1 Op een keer kwam een aantal van de leiders van Israël naar mij toe. Ze wilden dat ik voor hen aan de Heer om raad zou vragen.
2 Toen zei de Heer tegen mij:
3 "Mensenzoon, deze mannen houden van hun walgelijke afgoden. Ze vertrouwen op iets dat niets voor hen kan doen. Menen ze het dan als ze Mij nu om raad komen vragen?
4 Zeg daarom tegen hen: Dit zegt de Heer: Als een Israëliet van zijn walgelijke afgoden houdt, en daarop vertrouwt, zal hij bedrogen uitkomen. Als hij dan naar de profeet komt, zal Ik hem laten weten wat Ik vanwege al zijn walgelijke afgoden met hem zal doen.
5 Zo wil Ik tot Israëls hart laten doordringen wat ze aan het doen zijn.
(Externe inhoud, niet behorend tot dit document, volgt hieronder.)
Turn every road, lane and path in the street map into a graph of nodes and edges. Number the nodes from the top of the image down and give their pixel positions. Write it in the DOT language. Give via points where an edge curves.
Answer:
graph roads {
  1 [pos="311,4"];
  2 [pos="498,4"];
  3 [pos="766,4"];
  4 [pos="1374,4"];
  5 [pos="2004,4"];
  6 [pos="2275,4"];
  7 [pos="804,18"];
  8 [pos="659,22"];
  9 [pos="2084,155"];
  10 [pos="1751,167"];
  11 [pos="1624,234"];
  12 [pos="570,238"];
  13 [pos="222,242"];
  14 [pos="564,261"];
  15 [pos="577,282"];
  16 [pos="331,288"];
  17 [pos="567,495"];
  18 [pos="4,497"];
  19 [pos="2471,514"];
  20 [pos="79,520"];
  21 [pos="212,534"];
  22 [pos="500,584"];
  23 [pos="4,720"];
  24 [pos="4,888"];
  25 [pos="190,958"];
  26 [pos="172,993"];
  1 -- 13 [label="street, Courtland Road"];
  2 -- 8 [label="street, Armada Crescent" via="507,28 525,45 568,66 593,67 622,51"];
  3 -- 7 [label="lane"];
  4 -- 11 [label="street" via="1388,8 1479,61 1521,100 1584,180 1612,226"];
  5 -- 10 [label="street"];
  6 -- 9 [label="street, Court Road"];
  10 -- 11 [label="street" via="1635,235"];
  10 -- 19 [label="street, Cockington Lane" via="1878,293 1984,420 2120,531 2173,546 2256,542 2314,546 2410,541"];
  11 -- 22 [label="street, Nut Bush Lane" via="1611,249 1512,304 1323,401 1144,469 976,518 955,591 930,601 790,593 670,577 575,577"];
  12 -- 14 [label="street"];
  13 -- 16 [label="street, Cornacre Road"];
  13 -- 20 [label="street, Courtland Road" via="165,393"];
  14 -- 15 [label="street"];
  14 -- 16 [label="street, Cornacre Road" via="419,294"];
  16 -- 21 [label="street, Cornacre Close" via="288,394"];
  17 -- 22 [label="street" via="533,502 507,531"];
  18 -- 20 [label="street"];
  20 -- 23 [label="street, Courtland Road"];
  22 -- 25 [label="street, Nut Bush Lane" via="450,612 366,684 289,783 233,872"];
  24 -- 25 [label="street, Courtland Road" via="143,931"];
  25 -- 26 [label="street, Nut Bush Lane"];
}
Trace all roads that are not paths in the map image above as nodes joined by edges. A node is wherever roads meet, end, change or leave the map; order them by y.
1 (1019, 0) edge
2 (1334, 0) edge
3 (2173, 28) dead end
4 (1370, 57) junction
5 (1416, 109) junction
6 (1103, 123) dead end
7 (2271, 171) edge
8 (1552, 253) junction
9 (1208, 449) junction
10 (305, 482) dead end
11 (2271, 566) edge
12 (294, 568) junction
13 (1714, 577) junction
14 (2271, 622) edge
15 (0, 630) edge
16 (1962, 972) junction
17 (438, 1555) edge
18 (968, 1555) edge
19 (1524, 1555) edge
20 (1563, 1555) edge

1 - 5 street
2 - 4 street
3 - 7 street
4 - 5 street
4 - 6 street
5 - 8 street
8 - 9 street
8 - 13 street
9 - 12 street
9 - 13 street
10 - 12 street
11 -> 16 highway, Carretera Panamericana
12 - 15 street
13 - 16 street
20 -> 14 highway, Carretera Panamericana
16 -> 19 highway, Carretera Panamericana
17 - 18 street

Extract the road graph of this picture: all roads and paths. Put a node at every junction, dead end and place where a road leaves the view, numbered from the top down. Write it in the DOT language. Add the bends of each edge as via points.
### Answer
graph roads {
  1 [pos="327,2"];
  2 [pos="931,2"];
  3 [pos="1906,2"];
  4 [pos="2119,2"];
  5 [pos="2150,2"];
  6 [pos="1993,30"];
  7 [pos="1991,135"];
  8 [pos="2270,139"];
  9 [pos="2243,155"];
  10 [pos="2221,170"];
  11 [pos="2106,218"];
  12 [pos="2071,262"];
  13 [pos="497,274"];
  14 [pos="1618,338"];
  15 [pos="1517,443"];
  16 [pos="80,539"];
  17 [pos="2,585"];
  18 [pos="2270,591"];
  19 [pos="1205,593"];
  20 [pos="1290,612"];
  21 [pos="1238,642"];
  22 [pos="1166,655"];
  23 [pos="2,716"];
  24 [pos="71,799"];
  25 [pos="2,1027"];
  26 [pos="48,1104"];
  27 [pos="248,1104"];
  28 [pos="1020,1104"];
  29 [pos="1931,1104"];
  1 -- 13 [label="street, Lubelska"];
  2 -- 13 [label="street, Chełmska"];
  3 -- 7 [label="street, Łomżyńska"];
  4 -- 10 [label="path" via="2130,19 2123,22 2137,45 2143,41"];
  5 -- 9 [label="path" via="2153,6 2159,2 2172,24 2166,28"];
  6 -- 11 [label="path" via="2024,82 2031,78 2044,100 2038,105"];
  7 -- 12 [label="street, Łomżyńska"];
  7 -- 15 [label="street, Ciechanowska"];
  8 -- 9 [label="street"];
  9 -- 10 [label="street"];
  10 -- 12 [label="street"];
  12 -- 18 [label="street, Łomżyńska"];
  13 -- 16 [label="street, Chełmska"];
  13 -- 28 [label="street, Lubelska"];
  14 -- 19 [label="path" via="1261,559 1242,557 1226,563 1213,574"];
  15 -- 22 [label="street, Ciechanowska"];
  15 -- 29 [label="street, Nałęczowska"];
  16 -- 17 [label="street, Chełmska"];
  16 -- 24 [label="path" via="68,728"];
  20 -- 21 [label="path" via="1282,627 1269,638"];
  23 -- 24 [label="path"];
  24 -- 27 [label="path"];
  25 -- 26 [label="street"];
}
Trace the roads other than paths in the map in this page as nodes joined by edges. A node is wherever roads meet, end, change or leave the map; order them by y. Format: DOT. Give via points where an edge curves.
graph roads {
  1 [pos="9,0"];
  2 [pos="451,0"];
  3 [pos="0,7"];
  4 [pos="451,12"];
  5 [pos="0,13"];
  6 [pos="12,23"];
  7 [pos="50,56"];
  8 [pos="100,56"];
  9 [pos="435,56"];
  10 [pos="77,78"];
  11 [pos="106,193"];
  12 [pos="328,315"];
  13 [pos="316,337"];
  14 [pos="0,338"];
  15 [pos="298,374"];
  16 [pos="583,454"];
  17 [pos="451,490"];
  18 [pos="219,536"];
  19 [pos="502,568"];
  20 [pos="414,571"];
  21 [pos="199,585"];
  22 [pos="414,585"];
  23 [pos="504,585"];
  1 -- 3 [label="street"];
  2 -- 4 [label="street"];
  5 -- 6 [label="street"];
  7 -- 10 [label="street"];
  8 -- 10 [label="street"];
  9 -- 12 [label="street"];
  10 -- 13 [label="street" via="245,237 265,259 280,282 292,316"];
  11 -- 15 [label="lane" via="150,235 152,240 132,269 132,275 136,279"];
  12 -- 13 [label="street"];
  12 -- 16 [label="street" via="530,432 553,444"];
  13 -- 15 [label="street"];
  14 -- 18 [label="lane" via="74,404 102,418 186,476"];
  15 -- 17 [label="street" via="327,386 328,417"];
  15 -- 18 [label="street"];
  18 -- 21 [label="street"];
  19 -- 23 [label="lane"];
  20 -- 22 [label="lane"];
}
Want ze vertrouwen liever op hun walgelijke afgoden dan op Mij.
6 Zeg daarom tegen het volk Israël: Dit zegt de Heer: Doe die walgelijke goden weg en kom bij Mij terug.
7 Stel dat iemand naar de profeet komt om Mij om raad te vragen. Stel dat hij iemand is die zich niets meer van Mij aantrekt, maar liever op afgoden vertrouwt. Dan zal Ik hem laten weten wat Ik vanwege die afgoden met hem zal doen. Het maakt niet uit of hij een geboren Israëliet is of een vreemdeling die in Israël woont.